We’re building an ephemeral resource in our Terraform Provider that generates a short-lived OAuth2 access token via the Client Credentials flow (3600s TTL).

The resource has an optional revoke_on_closure flag. When enabled, we revoke the token at the end of the Terraform operation during
Close(). Our revocation endpoint (POST follows RFC 7009 and requires:

  • The access token being revoked (in the request body)
  • Client credentials for authentication (Basic auth with client_id:client_secret)

Since Close() only receives req.Private (not the original config or result data), we store the access_token, client_id, and client_secret in private state during Open() so they’re available for revocation in Close().

We have a few questions about this approach:

  1. What are the persistence and isolation guarantees of private state in ephemeral resources?

The private state docs describe private state for managed resources, where it is persisted in the state file. For ephemeral resources, our understanding is that private state is held in process memory only and never written to disk. Is this correct?

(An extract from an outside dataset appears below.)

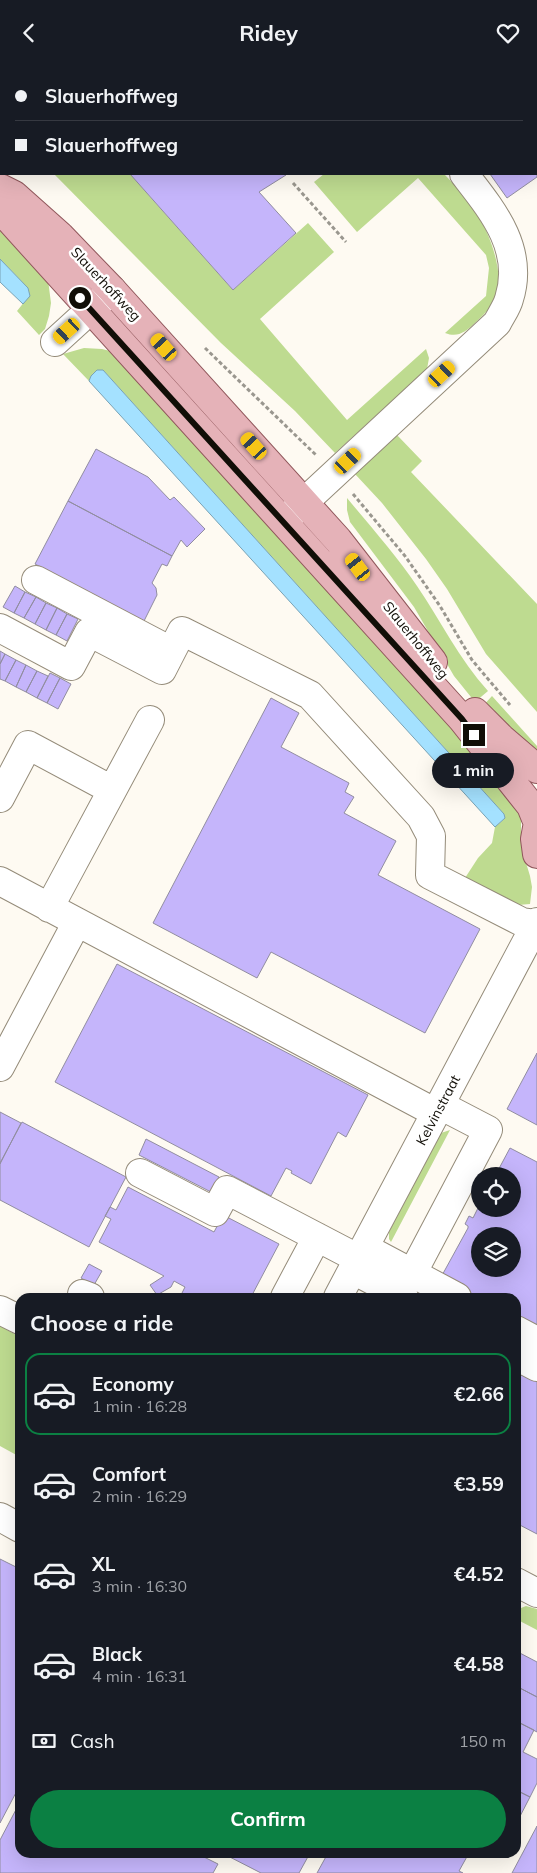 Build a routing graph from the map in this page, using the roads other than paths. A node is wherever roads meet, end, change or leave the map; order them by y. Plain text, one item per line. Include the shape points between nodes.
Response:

Is this documented or guaranteed anywhere for ephemeral resources specifically?

  1. Is private state the recommended way to pass data from Open() to Close()?

Close() doesn’t have access to the resource config or result data, only req.Private. For cleanup operations that need information from Open(), private state seems like the only option. Is this the intended pattern?

  1. Are there any security considerations we should be aware of when storing sensitive values (tokens, credentials) in ephemeral private state?

Our concern is that we’re storing three sensitive values (access_token, client_id, client_secret) in private state bytes. These
same values are already in process memory during Open() (as Go locals and in the Terraform model struct), so we don’t believe private state increases the attack surface. But we want to confirm there’s no scenario where ephemeral private state could be logged, serialized to a crash dump, or otherwise made visible outside the process.

For reference, we looked at how HashiCorp’s own Vault provider handles this. The vault_azure_access_credentials ephemeral resource
stores a lease_id in private state and revokes it in Close(). Their case is simpler because Vault’s revoke API only needs a lease ID (not credentials), but the pattern of using private state to pass cleanup data to Close() is the same.

Any guidance on these questions would be appreciated. This is one of the first ephemeral resources in the ecosystem that implements Close() with credential-dependent revocation, so we want to make sure we’re following best practices.

  1. What are the persistence and isolation guarantees of private state in ephemeral resources?

Terraform does not serialize the ephemeral resource private data to the plan or state, or attempt to decode it in any way – the bytes are just stored in memory and returned to the provider for subsequent calls.

  1. Is private state the recommended way to pass data from Open() to Close()?

The only use for the private data returned by OpenEphemeralResource is to carry data forward to the RenewEphemeralResource and CloseEphemeralResource calls. The private field here isn’t related to that of managed resources, it’s just to carry any internal state you might need. Here’s the docs from that field in the core code:

	// Private is any internal data needed by the provider to perform a
	// subsequent [Interface.CloseEphemeralResource] request for the same object. The
	// provider may choose any encoding format to represent the needed data,
	// because Terraform Core treats this field as opaque.
	//
	// Providers should aim to keep this data relatively compact to minimize
	// overhead. Although Terraform Core does not enforce a specific limit just
	// for this field, it would be very unusual for the internal context to be
	// more than 256 bytes in size, and in most cases it should be on the order
	// of only tens of bytes. For example, a lease ID for the remote system is a
	// reasonable thing to encode here.
	//
	// Because ephemeral resource instances never outlive a single Terraform
	// Core phase, it's guaranteed that a CloseEphemeralResource request will be
	// received by exactly the same plugin instance that returned this value,
	// and so it's valid for this to refer to in-memory state belonging to the
	// provider instance.
  1. Are there any security considerations we should be aware of when storing sensitive values (tokens, credentials) in ephemeral private state?

Exposing sensitive data in more places obviously expands the possible ways it could leak, but Terraform does attempt to keep that data undisclosed. It would also be possible to store all the secure values only in the provider, and give Terraform an opaque token to correlate with those stored credentials. To me that feels like overkill if your data is already compact, since terraform and the provider typically run in the same security context, if one could be compromised they both can.